Skip to content

elastic: Removing documents from the index can fail with a conflict error

Summary

Noticed during https://gitlab.com/gitlab-org/gitlab-ee/issues/11419

When removing a project or namespace from the list of elasticsearch-indexable ones, we remove all documents related to that project or namespace from the index. We also do the same in response to some git push operations.

This is important to ensure that only correct results are returned!

Steps to reproduce

  • Start with an index containing one large indexed project
  • Remove the project from the list of indexed namespaces

You can replicate this in the rails console too, e.g., my attempt on staging.gitlab.com:

project = Project.find(...)
ElasticIndexerWorker.new.perform(:delete, project.class.to_s, project.id, project.es_id, es_parent: project.es_parent)

The result was an Elasticsearch::Transport::Transport::Errors::Conflict ([409]) error:

{"took":26354,"timed_out":false,"total":217207,"deleted":52845,"batches": 53,"version_conflicts":155, ...

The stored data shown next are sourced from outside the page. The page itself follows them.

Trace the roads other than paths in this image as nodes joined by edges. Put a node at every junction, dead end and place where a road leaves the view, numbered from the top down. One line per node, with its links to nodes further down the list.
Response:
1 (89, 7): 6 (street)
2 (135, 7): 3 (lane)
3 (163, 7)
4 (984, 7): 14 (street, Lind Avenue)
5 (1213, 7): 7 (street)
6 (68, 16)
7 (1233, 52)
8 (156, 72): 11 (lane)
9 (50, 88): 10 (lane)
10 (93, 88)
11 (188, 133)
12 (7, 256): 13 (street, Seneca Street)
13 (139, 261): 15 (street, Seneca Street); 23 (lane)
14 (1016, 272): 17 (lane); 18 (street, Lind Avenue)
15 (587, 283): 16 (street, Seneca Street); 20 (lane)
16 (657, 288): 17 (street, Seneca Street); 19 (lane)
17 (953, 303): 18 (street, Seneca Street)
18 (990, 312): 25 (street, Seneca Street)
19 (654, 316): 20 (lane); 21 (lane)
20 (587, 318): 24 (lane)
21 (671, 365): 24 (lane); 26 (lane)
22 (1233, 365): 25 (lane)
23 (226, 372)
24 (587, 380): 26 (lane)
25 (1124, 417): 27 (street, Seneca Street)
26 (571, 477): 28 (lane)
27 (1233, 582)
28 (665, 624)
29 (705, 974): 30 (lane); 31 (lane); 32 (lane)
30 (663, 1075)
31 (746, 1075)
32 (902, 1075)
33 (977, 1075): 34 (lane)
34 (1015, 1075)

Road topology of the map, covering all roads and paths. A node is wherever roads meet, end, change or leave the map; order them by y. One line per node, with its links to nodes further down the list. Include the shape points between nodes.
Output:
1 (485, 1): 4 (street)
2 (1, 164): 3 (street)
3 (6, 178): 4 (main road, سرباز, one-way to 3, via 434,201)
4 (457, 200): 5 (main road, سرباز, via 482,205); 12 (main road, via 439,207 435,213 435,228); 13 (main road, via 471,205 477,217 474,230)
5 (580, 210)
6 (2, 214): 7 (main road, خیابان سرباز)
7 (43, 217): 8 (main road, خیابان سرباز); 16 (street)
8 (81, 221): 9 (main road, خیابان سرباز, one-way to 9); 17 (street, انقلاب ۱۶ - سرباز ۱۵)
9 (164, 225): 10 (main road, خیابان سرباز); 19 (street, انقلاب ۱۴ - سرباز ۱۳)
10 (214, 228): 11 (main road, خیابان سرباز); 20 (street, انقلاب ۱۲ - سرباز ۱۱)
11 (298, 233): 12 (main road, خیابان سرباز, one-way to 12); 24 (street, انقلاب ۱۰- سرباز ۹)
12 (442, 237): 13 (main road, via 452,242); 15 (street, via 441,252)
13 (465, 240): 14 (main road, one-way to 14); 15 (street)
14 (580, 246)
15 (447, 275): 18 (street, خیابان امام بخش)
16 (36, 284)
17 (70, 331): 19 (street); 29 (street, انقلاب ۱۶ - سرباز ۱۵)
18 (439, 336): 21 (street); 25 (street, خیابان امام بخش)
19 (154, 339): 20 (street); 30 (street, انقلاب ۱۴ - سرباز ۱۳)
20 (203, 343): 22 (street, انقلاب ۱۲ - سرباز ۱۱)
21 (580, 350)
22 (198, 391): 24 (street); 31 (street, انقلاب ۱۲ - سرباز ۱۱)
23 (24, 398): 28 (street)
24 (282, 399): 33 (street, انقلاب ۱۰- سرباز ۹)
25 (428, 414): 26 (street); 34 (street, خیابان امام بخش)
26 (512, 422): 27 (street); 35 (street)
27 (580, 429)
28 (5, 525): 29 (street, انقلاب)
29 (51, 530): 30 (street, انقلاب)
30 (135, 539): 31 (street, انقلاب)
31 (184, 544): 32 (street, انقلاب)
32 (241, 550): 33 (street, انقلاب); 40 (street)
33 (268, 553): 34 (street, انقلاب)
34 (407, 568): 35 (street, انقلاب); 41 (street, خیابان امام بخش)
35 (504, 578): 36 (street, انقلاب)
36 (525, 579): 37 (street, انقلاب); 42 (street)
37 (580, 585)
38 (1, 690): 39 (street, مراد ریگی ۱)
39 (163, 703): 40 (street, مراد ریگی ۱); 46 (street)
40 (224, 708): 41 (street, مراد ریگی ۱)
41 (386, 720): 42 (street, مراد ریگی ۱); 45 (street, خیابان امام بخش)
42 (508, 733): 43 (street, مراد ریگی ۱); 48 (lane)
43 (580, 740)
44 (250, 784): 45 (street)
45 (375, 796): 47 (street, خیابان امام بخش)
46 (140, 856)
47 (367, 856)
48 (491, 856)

So that's something to be looked into. Not all the documents were removed, but many were. Re-running twice deleted more documents each time, before eventually succeeding:

{"_index"=>"gitlab-production", "_type"=>"doc", "_id"=>"project_13083", "_version"=>3, "result"=>"deleted", "_shards"=>{"total"=>2, "successful"=>2, "failed"=>0}, "_seq_no"=>826820, "_primary_term"=>1}

After that, there were still 403 documents in the index - all with a type of personal_snippet or project_snippet. That's expected.

What is the current bug behavior?

The the sidekiq job may fail with a conflict error, and some documents are left in ES. You can also replicate this in the rails console.

What is the expected correct behavior?

We should delete documents in such a way that these conflicts can't happen.